Small application which will take input a name of a person and tell if the name is female or male.

In order to accomplish that, we will look at the last letter of each name.

First, we create a very simple function which returns the last letter of the name which is provided as input:

In [25]:

def gender_features_part1(word):
    word = str(word).lower()
    return {'last_letter': word[-1:]}

Now we get a sample of names using the nltk built-in module

In [26]:
from nltk.corpus import names as names_sample
import nltk, random

Now we create a list joining the names in both male.txt and female.txt and assigning the gender to each name:

In [27]:
names = [(name, 'male') for name in names_sample.words('male.txt')] + [(name, 'female') for name in
                                                                       names_sample.words('female.txt')]

Let's shuffle them a bit ;)

In [28]:
random.shuffle(names)

Now, we can create a feature set, containing the last letter and the gender:

In [29]:
feature_sets = [(gender_features_part1(name.lower()), gender) for name, gender in names]

In [30]:
feature_sets[:10]

[({'last_letter': 'a'}, 'female'),
 ({'last_letter': 'l'}, 'female'),
 ({'last_letter': 'l'}, 'male'),
 ({'last_letter': 'a'}, 'female'),
 ({'last_letter': 'e'}, 'female'),
 ({'last_letter': 'a'}, 'female'),
 ({'last_letter': 'e'}, 'female'),
 ({'last_letter': 'h'}, 'male'),
 ({'last_letter': 'e'}, 'female'),
 ({'last_letter': 'a'}, 'female')]

In [31]:
len(feature_sets)

7944

We split our feature set in **train** and **test** sets:

In [32]:
train_set = feature_sets[3000:]
test_set = feature_sets[:3000]

Create and train our classifier:

In [33]:
classifier = nltk.NaiveBayesClassifier.train(train_set)

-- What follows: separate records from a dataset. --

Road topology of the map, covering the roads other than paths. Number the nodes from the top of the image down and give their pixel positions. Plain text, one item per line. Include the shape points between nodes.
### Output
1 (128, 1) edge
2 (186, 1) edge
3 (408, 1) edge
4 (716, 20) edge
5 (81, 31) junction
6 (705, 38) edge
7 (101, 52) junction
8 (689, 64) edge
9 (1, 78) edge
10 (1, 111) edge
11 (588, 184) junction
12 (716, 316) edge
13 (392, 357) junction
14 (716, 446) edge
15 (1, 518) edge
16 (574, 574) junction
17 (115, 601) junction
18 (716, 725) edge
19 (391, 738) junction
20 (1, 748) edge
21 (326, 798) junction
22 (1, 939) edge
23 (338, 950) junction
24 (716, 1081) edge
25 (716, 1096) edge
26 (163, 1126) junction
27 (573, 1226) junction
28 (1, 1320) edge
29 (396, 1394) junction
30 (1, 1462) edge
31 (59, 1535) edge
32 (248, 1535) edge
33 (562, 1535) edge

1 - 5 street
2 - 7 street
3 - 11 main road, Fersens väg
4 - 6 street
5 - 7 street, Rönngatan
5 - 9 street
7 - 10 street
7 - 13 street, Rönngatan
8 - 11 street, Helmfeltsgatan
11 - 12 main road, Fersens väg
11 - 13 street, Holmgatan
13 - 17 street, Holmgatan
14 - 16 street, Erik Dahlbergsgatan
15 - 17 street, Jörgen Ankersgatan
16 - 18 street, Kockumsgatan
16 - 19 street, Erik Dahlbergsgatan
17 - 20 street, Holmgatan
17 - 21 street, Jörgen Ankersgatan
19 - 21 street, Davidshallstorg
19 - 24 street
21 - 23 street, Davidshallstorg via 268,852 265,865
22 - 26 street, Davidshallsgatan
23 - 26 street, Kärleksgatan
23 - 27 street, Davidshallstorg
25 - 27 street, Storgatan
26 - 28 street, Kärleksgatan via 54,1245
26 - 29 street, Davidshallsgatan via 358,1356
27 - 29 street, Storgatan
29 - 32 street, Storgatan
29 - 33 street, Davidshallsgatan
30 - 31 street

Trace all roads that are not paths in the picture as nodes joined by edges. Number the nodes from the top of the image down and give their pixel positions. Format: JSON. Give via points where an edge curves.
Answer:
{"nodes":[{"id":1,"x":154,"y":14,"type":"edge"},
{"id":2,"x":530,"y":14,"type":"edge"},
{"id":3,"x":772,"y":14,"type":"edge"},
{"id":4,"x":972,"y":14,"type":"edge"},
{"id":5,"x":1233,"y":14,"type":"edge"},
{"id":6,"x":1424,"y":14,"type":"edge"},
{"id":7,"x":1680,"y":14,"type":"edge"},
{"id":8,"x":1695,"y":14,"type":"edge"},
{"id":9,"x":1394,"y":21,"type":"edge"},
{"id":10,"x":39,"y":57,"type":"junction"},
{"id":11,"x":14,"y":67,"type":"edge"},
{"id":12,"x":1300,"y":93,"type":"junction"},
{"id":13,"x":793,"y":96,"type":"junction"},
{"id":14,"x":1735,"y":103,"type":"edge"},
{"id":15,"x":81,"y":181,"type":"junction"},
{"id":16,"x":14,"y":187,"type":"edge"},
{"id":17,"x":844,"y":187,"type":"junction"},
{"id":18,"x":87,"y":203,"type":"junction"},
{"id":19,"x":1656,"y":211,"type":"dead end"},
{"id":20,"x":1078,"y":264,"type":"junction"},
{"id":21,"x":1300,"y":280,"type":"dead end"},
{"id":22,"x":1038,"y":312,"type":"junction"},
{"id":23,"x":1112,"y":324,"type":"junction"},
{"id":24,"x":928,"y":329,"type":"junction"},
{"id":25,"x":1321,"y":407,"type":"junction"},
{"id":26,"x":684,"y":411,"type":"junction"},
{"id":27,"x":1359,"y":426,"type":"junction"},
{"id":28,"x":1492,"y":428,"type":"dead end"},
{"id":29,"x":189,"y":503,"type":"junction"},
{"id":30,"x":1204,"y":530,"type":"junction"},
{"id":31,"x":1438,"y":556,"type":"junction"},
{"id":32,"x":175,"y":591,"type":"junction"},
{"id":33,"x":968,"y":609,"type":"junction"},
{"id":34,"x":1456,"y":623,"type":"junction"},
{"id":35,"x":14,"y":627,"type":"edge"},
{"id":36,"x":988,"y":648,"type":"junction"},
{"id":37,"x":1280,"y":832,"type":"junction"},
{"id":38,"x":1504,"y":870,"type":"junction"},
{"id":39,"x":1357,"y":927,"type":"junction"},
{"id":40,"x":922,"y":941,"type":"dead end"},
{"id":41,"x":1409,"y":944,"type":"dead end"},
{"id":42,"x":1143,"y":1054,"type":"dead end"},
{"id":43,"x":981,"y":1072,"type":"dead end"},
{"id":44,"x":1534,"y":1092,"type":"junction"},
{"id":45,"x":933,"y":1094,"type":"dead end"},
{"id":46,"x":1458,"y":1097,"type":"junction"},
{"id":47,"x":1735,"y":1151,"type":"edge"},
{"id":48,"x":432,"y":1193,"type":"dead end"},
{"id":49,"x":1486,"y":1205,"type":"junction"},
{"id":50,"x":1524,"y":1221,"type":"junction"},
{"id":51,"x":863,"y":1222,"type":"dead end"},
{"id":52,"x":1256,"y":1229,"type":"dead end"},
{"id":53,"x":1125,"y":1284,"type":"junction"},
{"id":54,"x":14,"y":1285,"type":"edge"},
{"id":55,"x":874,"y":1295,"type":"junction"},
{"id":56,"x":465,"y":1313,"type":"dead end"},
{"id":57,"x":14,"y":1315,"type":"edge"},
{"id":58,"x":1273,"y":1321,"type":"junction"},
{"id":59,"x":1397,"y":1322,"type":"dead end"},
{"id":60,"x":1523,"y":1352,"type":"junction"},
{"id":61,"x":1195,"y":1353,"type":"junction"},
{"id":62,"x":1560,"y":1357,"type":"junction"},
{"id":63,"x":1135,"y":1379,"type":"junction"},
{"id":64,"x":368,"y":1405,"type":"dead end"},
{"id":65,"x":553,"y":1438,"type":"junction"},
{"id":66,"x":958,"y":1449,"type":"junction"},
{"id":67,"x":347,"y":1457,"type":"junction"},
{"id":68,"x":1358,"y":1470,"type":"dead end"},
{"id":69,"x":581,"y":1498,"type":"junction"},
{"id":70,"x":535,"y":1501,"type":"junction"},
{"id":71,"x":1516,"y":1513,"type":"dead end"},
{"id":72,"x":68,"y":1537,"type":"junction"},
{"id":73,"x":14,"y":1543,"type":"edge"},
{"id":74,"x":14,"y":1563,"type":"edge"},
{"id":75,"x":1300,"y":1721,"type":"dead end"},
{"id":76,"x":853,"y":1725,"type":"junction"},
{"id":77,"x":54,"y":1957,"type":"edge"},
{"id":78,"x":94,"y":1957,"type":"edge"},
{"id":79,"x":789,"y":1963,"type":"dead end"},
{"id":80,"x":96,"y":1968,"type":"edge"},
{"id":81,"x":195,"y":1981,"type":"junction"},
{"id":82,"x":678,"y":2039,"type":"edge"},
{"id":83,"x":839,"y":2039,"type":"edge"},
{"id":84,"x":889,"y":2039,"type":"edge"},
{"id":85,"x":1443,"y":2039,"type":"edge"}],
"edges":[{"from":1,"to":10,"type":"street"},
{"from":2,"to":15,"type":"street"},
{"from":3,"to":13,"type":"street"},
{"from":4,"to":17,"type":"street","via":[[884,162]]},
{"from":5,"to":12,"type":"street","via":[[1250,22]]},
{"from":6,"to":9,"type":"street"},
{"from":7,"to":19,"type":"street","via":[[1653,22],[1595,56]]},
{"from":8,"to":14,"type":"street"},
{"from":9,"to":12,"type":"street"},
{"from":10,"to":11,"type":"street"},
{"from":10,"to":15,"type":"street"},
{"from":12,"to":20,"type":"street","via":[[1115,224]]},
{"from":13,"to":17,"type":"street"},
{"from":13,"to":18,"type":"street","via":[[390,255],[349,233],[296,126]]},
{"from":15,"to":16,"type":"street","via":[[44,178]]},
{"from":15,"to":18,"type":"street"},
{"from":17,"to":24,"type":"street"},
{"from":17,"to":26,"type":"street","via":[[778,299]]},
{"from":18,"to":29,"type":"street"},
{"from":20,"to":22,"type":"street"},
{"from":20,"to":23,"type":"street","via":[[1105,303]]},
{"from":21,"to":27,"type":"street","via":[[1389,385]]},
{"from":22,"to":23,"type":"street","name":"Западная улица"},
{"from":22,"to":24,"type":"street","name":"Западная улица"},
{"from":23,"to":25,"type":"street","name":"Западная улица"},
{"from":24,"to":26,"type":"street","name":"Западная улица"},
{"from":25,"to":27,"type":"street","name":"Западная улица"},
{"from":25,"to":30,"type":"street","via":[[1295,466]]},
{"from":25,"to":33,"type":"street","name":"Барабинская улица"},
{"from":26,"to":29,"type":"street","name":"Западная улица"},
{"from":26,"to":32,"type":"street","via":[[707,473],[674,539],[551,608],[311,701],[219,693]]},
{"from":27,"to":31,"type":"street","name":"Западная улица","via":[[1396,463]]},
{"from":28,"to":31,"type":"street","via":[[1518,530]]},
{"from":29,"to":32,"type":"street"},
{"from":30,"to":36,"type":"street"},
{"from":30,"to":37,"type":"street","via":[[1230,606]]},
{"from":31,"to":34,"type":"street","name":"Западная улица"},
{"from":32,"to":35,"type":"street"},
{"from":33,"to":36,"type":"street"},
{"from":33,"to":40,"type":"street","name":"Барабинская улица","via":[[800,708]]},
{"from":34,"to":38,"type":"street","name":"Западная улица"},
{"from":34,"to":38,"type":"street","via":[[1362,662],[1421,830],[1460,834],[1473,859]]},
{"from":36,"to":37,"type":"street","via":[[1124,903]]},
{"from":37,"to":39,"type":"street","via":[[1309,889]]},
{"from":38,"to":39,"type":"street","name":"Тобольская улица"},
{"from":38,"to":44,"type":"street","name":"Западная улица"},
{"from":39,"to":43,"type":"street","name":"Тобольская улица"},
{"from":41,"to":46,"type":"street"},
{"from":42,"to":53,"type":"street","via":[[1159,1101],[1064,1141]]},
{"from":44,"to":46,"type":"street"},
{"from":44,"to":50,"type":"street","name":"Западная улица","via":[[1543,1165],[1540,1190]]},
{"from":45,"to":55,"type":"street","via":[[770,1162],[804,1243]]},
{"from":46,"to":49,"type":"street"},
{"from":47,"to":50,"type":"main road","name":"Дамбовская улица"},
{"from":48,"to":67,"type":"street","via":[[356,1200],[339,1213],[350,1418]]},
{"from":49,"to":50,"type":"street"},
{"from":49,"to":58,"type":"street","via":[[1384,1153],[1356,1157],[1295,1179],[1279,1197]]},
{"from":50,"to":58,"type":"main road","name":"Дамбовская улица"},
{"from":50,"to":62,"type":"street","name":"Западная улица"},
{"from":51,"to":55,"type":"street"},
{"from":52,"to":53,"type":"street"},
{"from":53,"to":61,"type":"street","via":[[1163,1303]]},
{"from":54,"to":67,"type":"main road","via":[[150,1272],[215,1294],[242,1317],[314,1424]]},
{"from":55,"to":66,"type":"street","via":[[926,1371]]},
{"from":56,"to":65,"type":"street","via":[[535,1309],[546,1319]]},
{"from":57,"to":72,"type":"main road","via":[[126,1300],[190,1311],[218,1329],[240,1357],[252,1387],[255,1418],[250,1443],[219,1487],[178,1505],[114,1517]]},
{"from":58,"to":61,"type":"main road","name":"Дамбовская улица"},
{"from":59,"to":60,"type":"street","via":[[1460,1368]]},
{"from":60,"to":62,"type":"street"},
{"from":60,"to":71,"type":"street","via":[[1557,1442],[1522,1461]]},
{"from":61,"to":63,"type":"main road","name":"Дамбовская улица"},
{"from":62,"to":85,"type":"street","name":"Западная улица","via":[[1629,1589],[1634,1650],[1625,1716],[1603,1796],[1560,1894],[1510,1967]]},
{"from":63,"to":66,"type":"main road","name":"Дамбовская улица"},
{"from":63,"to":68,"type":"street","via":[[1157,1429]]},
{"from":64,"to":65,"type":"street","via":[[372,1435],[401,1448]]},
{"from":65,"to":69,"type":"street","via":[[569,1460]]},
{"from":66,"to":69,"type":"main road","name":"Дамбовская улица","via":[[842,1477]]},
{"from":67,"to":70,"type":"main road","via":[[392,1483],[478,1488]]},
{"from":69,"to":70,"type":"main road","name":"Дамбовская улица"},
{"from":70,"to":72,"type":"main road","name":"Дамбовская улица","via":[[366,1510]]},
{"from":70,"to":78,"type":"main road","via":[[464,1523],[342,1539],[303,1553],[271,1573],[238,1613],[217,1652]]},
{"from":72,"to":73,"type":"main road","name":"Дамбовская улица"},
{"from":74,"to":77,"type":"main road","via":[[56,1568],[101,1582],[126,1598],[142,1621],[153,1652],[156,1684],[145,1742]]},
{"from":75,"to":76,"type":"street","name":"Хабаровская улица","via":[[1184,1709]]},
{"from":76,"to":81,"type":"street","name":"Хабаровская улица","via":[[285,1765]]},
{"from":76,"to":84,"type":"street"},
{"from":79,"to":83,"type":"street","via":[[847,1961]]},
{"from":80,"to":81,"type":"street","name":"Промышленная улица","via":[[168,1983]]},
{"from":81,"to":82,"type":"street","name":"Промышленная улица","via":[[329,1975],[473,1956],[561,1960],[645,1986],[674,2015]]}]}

Test our classifier using a random name:

In [34]:
print(classifier.classify(gender_features_part1('Anna')))

female


Testing the accuracy of our classifier, using our **test set**:

In [35]:
print(nltk.classify.accuracy(classifier, test_set)*100) #this value changes every time we run the code, due 
                                                        #to random test-train split

75.7


Seeing what our classifier has learned from our training set show_most_informative_features function no of features we want to see - default value of 10

In [37]:
print(classifier.show_most_informative_features(n=10))

Most Informative Features
             last_letter = 'k'              male : female =     45.7 : 1.0
             last_letter = 'a'            female : male   =     39.6 : 1.0
             last_letter = 'f'              male : female =     17.1 : 1.0
             last_letter = 'w'              male : female =     13.8 : 1.0
             last_letter = 'p'              male : female =     11.6 : 1.0
             last_letter = 'v'              male : female =     11.6 : 1.0
             last_letter = 'd'              male : female =     11.2 : 1.0
             last_letter = 'o'              male : female =      9.6 : 1.0
             last_letter = 'm'              male : female =      7.6 : 1.0
             last_letter = 'r'              male : female =      7.4 : 1.0
None